Good luck everyone and thanks for the advice,i'd never heard of mumsnet a year ago and this thread has helped me so much :)

WarIsPeace · 01/01/2019 13:33

@Koko12 6 months since he moved out at my repeated request it's been over for me for at least 2 years. Its definitely permanent but he's struggling

WarIsPeace · 01/01/2019 13:34

I feel like I'm lying by omission if I don't mention it (later, once there's something to mention) but I know there's no need just yet.

DaffoDeffo · 01/01/2019 14:07

war I don't mention anyone to ex till I've seen them for at least 6 months. It has to be serious or no point. In fact there are some who have got to 6 months and I've still not told exh as I've had some doubts (and been proved right).

If he's struggling, it will only make it worse!

OP posts:
WarIsPeace · 01/01/2019 15:19

Thanks Daffo that sounds reasonable I'm just not good at keeping secrets and xh and I have mutual friends so I think it might be tricky I suppose.
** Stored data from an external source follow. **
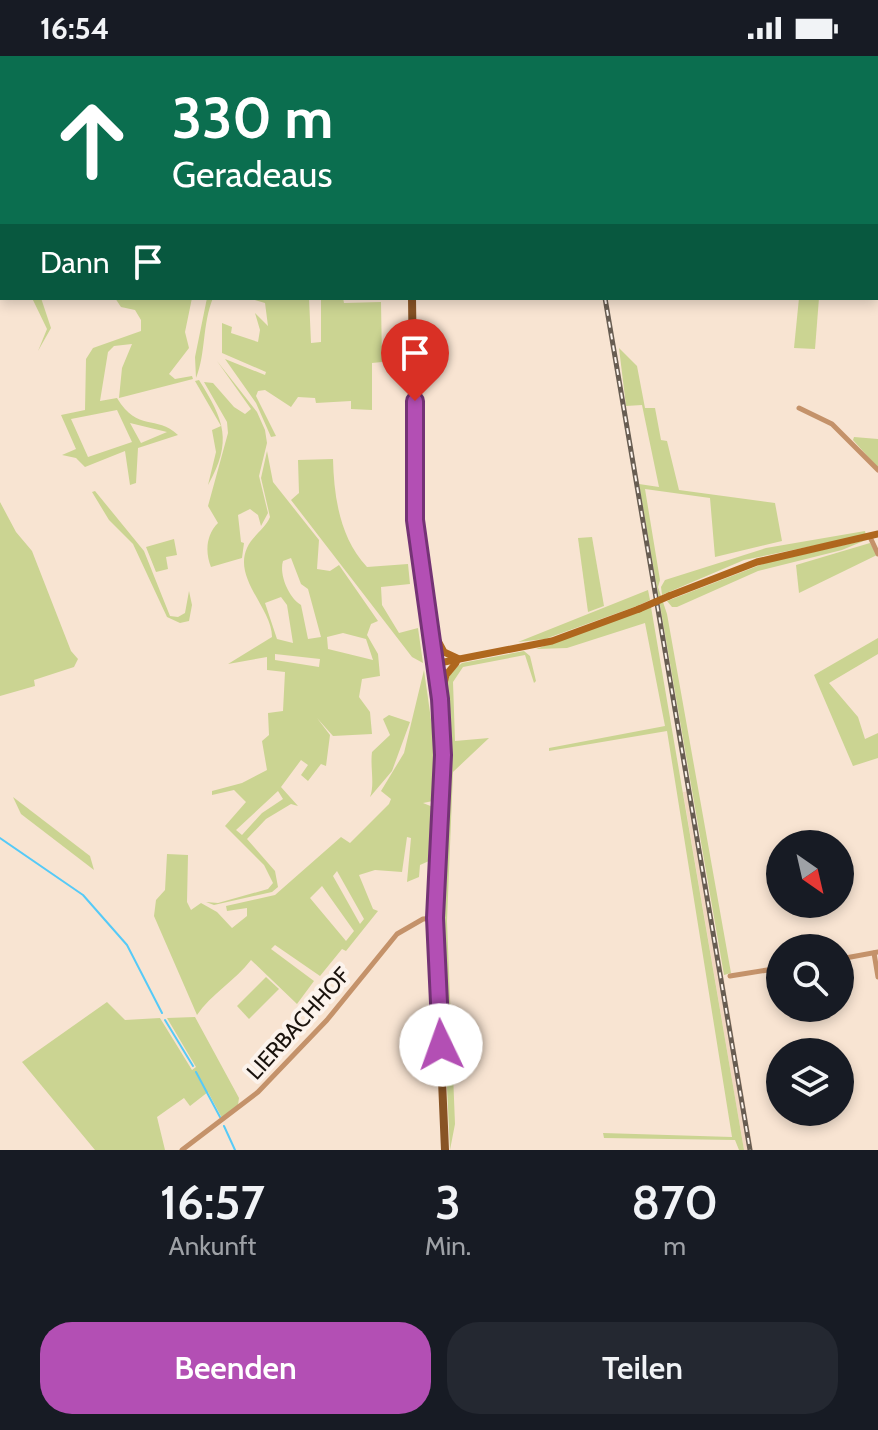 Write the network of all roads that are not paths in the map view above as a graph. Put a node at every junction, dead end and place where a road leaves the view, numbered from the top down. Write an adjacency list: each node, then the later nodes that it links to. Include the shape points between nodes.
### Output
1 (412, 300): 6 (main road, via 415,520)
2 (799, 408): 3 (street, via 832,424)
3 (878, 470)
4 (874, 536): 5 (street); 7 (street, bridge, via 757,562 552,641)
5 (878, 554)
6 (430, 626): 7 (street, via 444,652); 8 (main road)
7 (461, 660): 8 (street); 9 (street, via 446,675)
8 (434, 664): 9 (main road)
9 (440, 699): 10 (main road, via 442,799)
10 (435, 918): 16 (street, LIERBACHHOF, via 397,934 267,1083); 17 (main road)
11 (876, 952): 12 (street); 15 (street)
12 (854, 956)
13 (766, 970): 14 (street)
14 (730, 976)
15 (878, 977)
16 (182, 1150)
17 (445, 1150)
TwiceMagic · 01/01/2019 17:35

Happy new year everyone.

I’m glad it’s going so well @JeSuisPrest. It’s lovely on the smitten bench. And @Koko12 is here too. I hope 2019 sees the bench even busier. 😁

@WarIsPeace I’ve been seeing the BF for 6 months and I haven’t mentioned a thing to my ex. I don’t see that it’s any of his business really. DS2 knows all about it (he’s met the BF) but hasn’t said anything to his dad either as far as I know. No one has told him to keep it secret but he’s keenly aware of the need to manage what his dad knows in general (he’s asked me several times to not tell his dad about something because his dad will be totally unreasonable) and has probably filed it under ‘unnecessary information; liable to create avoidable fuss’. He can tell his dad if he likes but doesn’t seem to want to (sadly ex doesn’t realise how badly this reflects on him).

Ex-MIL stays in contact with me and I tell her if I’m going away somewhere (with the BF) and things I’m doing, and send her photos (of me/wherever we are, but not him). But both of us just ignore the fact that I’m clearly doing these things with someone and say nothing about it. 😆

Ex will eventually find out at some point. But I don’t actually plan on telling him or discussing it with him. I do not want him to think he has any right of comment or input in my love life.
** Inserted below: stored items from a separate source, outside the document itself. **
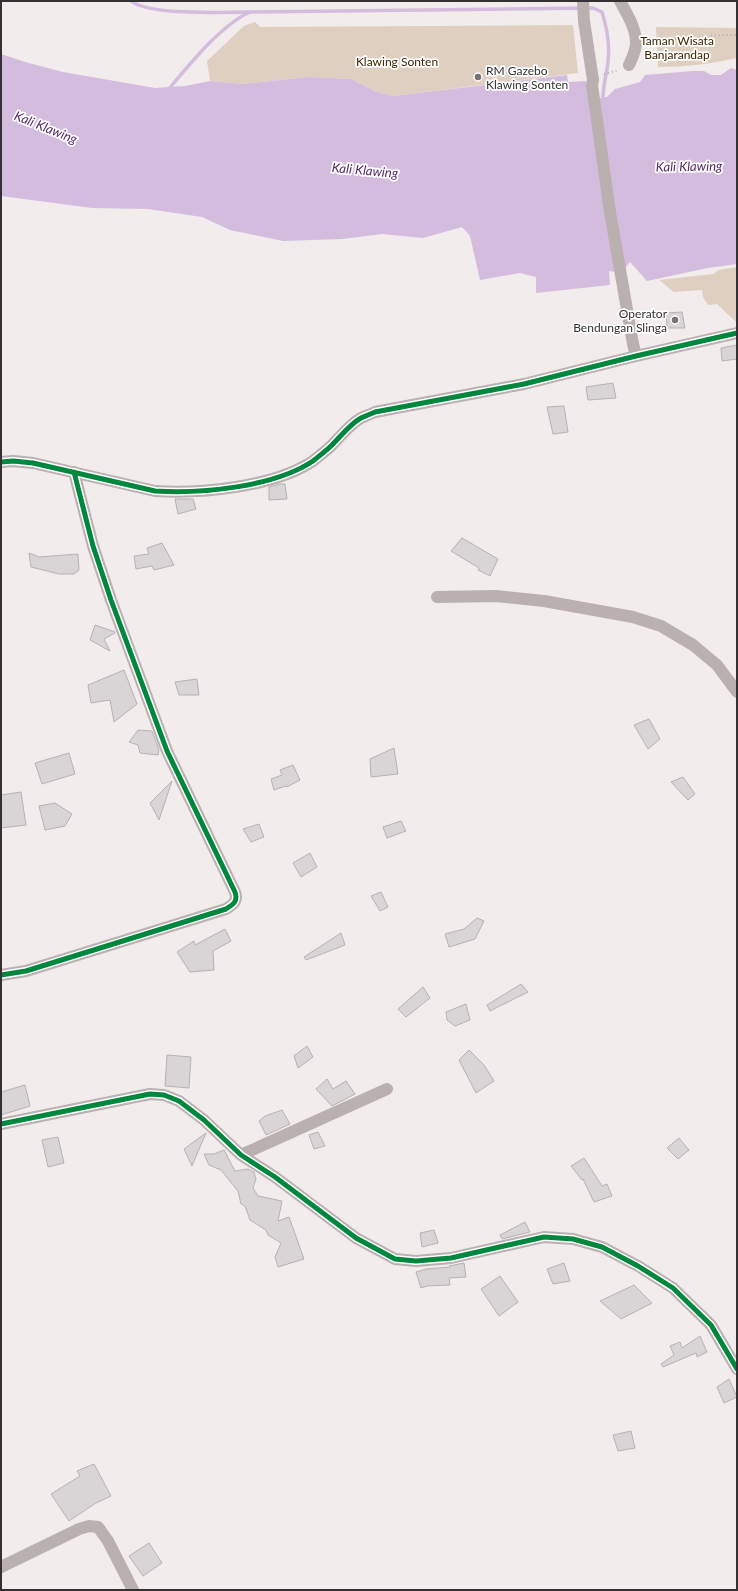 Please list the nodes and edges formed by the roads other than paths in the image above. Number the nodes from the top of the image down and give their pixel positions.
1 (583, 1) edge
2 (620, 1) edge
3 (629, 65) road end
4 (737, 332) edge
5 (634, 350) junction
6 (1, 462) edge
7 (74, 472) junction
8 (437, 597) dead end
9 (737, 692) edge
10 (1, 975) edge
11 (387, 1089) dead end
12 (1, 1124) edge
13 (241, 1155) junction
14 (737, 1369) edge
15 (1, 1567) edge
16 (133, 1590) edge

1 - 5 street
2 - 3 street
4 - 5 street
5 - 7 street
6 - 7 street
7 - 10 street
8 - 9 street
11 - 13 street
12 - 13 street
13 - 14 street
15 - 16 street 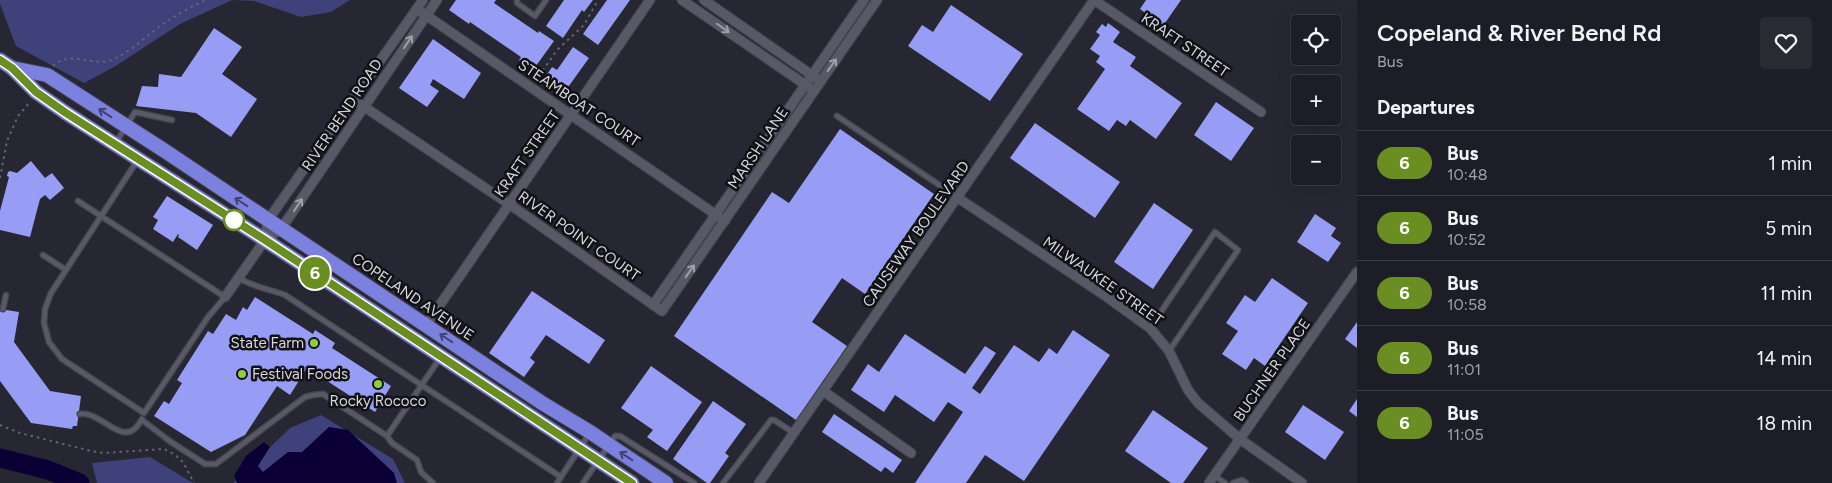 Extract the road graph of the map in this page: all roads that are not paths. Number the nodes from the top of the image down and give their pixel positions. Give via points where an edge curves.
1 (423, 0) edge
2 (436, 0) edge
3 (516, 0) edge
4 (546, 0) edge
5 (650, 0) edge
6 (682, 0) edge
7 (704, 0) edge
8 (864, 0) edge
9 (877, 0) edge
10 (1094, 0) edge
11 (417, 9) junction
12 (426, 15) junction
13 (0, 60) edge
14 (12, 68) junction
15 (812, 75) junction
16 (821, 81) junction
17 (805, 85) junction
18 (814, 91) junction
19 (354, 100) junction
20 (364, 107) junction
21 (1261, 112) dead end
22 (571, 114) junction
23 (837, 116) dead end
24 (172, 120) dead end
25 (126, 127) junction
26 (114, 145) junction
27 (138, 160) junction
28 (958, 198) junction
29 (78, 200) dead end
30 (509, 204) junction
31 (716, 214) junction
32 (102, 216) junction
33 (268, 220) junction
34 (725, 221) junction
35 (281, 229) junction
36 (265, 240) junction
37 (43, 255) dead end
38 (66, 270) junction
39 (1357, 272) edge
40 (238, 278) junction
41 (6, 295) dead end
42 (225, 297) junction
43 (653, 305) junction
44 (3, 309) dead end
45 (662, 311) joint
46 (426, 325) junction
47 (1150, 328) junction
48 (1168, 351) junction
49 (441, 356) junction
50 (510, 382) junction
51 (421, 384) junction
52 (823, 391) junction
53 (144, 413) junction
54 (80, 414) dead end
55 (142, 420) junction
56 (590, 432) junction
57 (794, 433) junction
58 (387, 436) junction
59 (1240, 440) junction
60 (609, 445) junction
61 (580, 448) junction
62 (911, 453) dead end
63 (598, 460) junction
64 (561, 477) junction
65 (1212, 479) edge
66 (433, 483) edge
67 (557, 483) edge
68 (583, 483) edge
69 (632, 483) edge
70 (666, 483) edge
71 (694, 483) edge
72 (723, 483) edge
73 (759, 483) edge
74 (1225, 483) edge
75 (1233, 483) edge
76 (1246, 483) edge
77 (1302, 483) edge

1 - 11 street, RIVER BEND ROAD
2 - 12 street, RIVER BEND ROAD
3 - 4 lane via 535,16
5 - 22 street, KRAFT STREET
6 -> 17 street
7 - 15 street
8 - 15 street, MARSH LANE
16 -> 9 street, MARSH LANE
10 - 21 street, KRAFT STREET
10 - 28 street, CAUSEWAY BOULEVARD
11 - 12 street, STEAMBOAT COURT
11 - 19 street, RIVER BEND ROAD
20 -> 12 street, RIVER BEND ROAD
12 - 22 street, STEAMBOAT COURT
13 - 14 highway, COPELAND AVENUE
25 -> 14 highway, COPELAND AVENUE via 47,75
14 - 26 highway, COPELAND AVENUE via 42,96
15 - 16 street
15 - 17 street, MARSH LANE
16 - 18 street, MARSH LANE
17 - 18 street
17 - 31 street, MARSH LANE
18 - 34 street, MARSH LANE
19 - 20 street, RIVER POINT COURT
19 - 33 street, RIVER BEND ROAD
20 - 30 street, RIVER POINT COURT
35 -> 20 street, RIVER BEND ROAD
22 - 30 street, KRAFT STREET
22 - 31 street, STEAMBOAT COURT
23 - 28 lane
24 - 25 lane via 135,112
25 - 26 lane
33 -> 25 highway, COPELAND AVENUE
26 - 27 highway, COPELAND AVENUE
27 - 32 lane
27 - 36 highway, COPELAND AVENUE
28 - 47 street, MILWAUKEE STREET
28 - 52 street, CAUSEWAY BOULEVARD
29 - 32 lane
30 - 43 street, RIVER POINT COURT
30 - 46 street, KRAFT STREET
31 - 34 street, STEAMBOAT COURT
31 - 43 street, MARSH LANE
32 - 38 lane
32 - 42 lane
33 - 35 highway, COPELAND AVENUE
33 - 36 street, RIVER BEND ROAD
45 -> 34 street, MARSH LANE
35 - 36 street, RIVER BEND ROAD
35 - 46 highway, COPELAND AVENUE
36 - 40 street, RIVER BEND ROAD
36 - 49 highway, COPELAND AVENUE
37 - 38 lane
38 - 53 lane via 51,293 44,314 50,345 69,365
39 - 59 street, BUCHNER PLACE
40 - 42 street, RIVER BEND ROAD
40 - 51 lane via 258,288 268,288 285,295
41 - 44 lane
42 - 53 lane via 208,316
43 - 45 street, RIVER POINT COURT
50 -> 46 highway, COPELAND AVENUE
47 - 48 street, MILWAUKEE STREET
47 - 48 lane via 1215,232 1238,250
48 - 59 street, MILWAUKEE STREET via 1198,403
49 - 50 highway via 454,354 496,379
49 - 51 lane
49 - 61 highway, COPELAND AVENUE
50 - 56 highway, COPELAND AVENUE
51 - 58 lane
51 - 64 lane
52 - 57 street, CAUSEWAY BOULEVARD
52 - 62 street
53 - 55 lane
54 - 55 lane via 92,415 123,433 132,432
55 - 58 lane via 205,464 216,464 313,395 323,394
56 - 60 highway, COPELAND AVENUE
56 - 61 lane
57 - 72 lane via 771,420
57 - 73 street, CAUSEWAY BOULEVARD
58 - 66 lane via 417,460 421,472
59 - 65 street, BUCHNER PLACE
59 - 77 street, MILWAUKEE STREET
60 - 63 lane
70 -> 60 highway, COPELAND AVENUE
60 - 71 lane via 615,436 624,437
61 - 63 highway, COPELAND AVENUE
61 - 64 lane
63 - 68 lane
63 - 69 highway, COPELAND AVENUE
64 - 67 lane
65 - 74 lane
75 - 76 lane via 1242,480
MovemberBlues · 01/01/2019 18:11

In a moment of madness I created a profile on POF this morning. It logged me out suddenly and I've been unable to log in ever since - doesn't recognise my password, doesn't send me a reset email. Does anyone have any experience of this with POF?

MyOldBrainStoppedWorking · 01/01/2019 19:12

Movember I've had that before. Your profile has been deleted. There doesn't seem to be any reason for it happening.
If you try setting up a new account with the same username you should be ok

crappyday2018 · 01/01/2019 19:28

Can I join? not that I have much to report.
Does anyone ever find 'chatting' with matches can be difficult at times? I'm chatting to a guy at the moment but all the messages are just generic stuff. He hasn't asked me a single question about myself yet. I just don't know how to move things forward?
We matched on Saturday and chatted a bit. Then he messaged me NYE but, again, we just chatted about how we don't like going out anymore and just chill. I messaged him earlier about how I was sad to be going back to work tomorrow but, yet again, all I got was that he is off until 8th.
Am I wasting my time here?

Apparentlyacatch · 01/01/2019 19:35

crappyday I would ditch this one - clearly self absorbed! try backing off and see what happens?
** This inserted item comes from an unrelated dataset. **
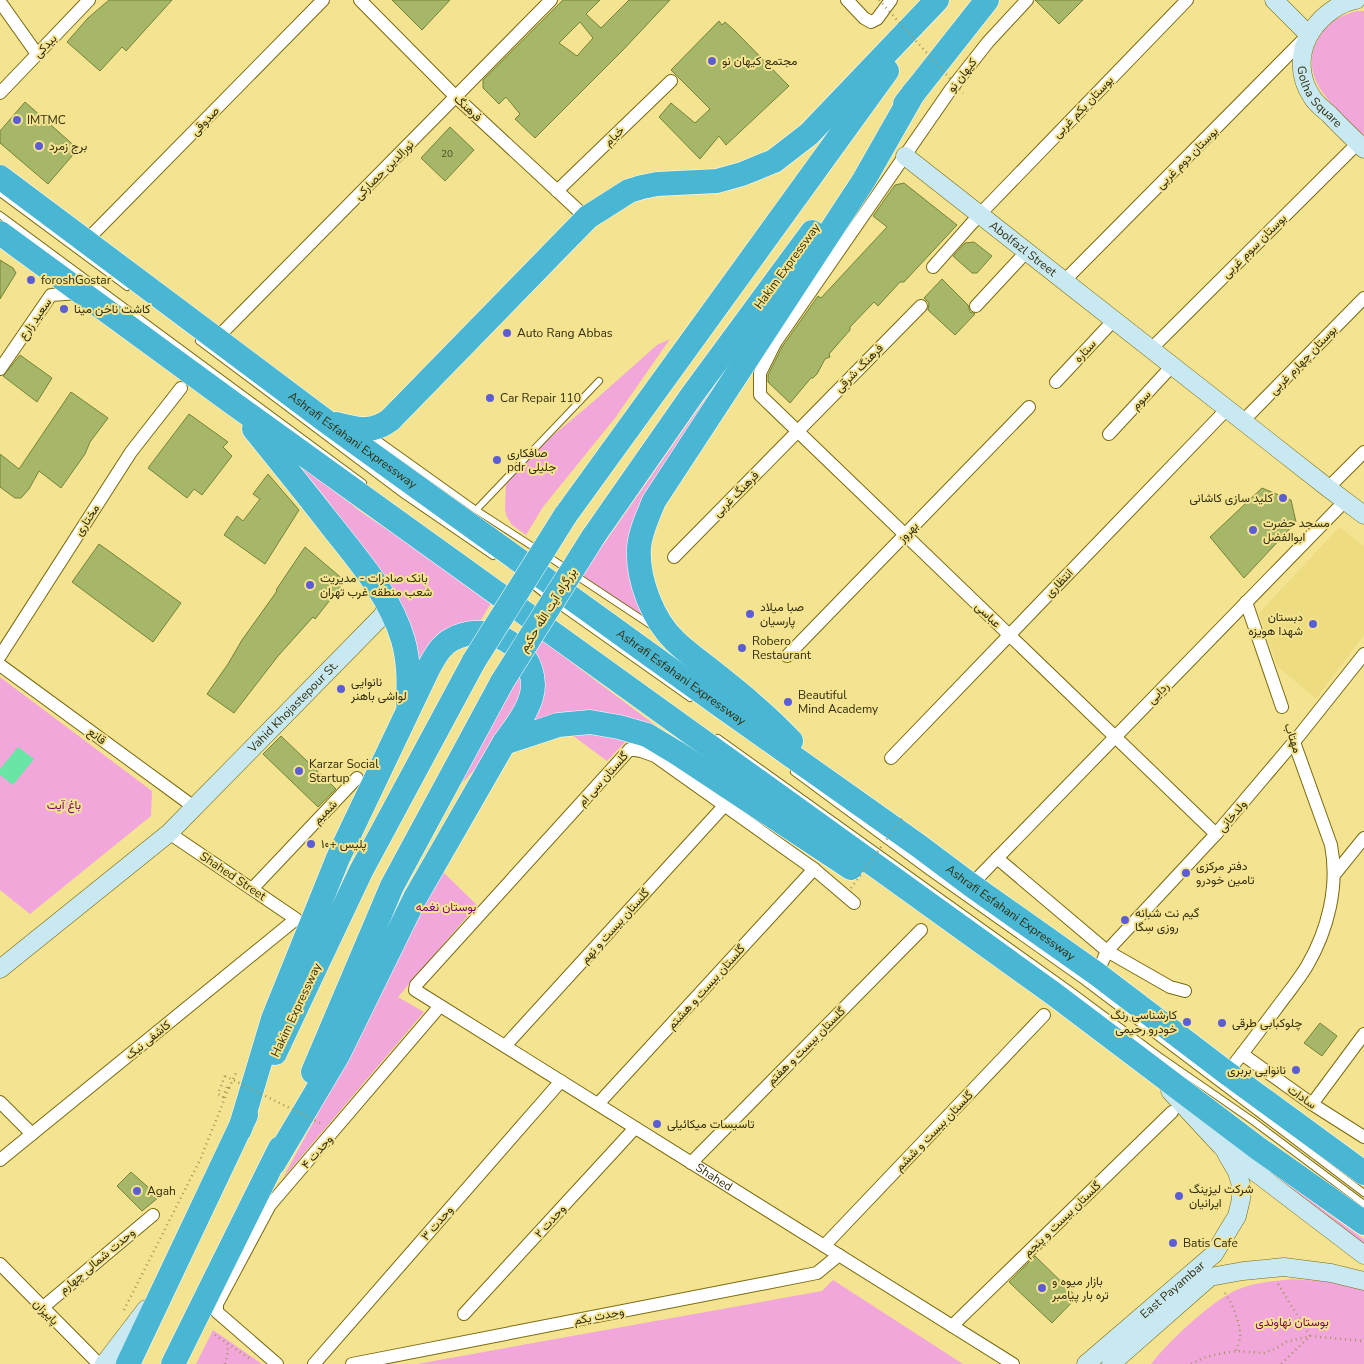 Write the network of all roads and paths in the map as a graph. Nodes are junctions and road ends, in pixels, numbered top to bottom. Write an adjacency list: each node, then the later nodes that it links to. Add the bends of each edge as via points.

BeyondShattered · 01/01/2019 19:41

So.. I think I'm back. Perfect new relationship has suddenly imploded from nowhere today. It has utterly blindsided me, but I guess I should focus on the fact that I seem to have dodged a bullet.

Gotta get back on the horse ASAP I guess, or I'll develop horsephobia. Might wait a few days though to lick my wounds.

crappyday2018 · 01/01/2019 19:42

Apparentlyacatch I did try to do that after the first chat. I had no intention of messaging him and when he did message me yesterday, I didn't reply for about 4 hours (I hadn't noticed his message).
He told me in one message he's had a 'few dates' but that he's looking for something special and nothing has stuck yet. I'm struggling to see how he's even made it to the date stage with his chatting technique!!!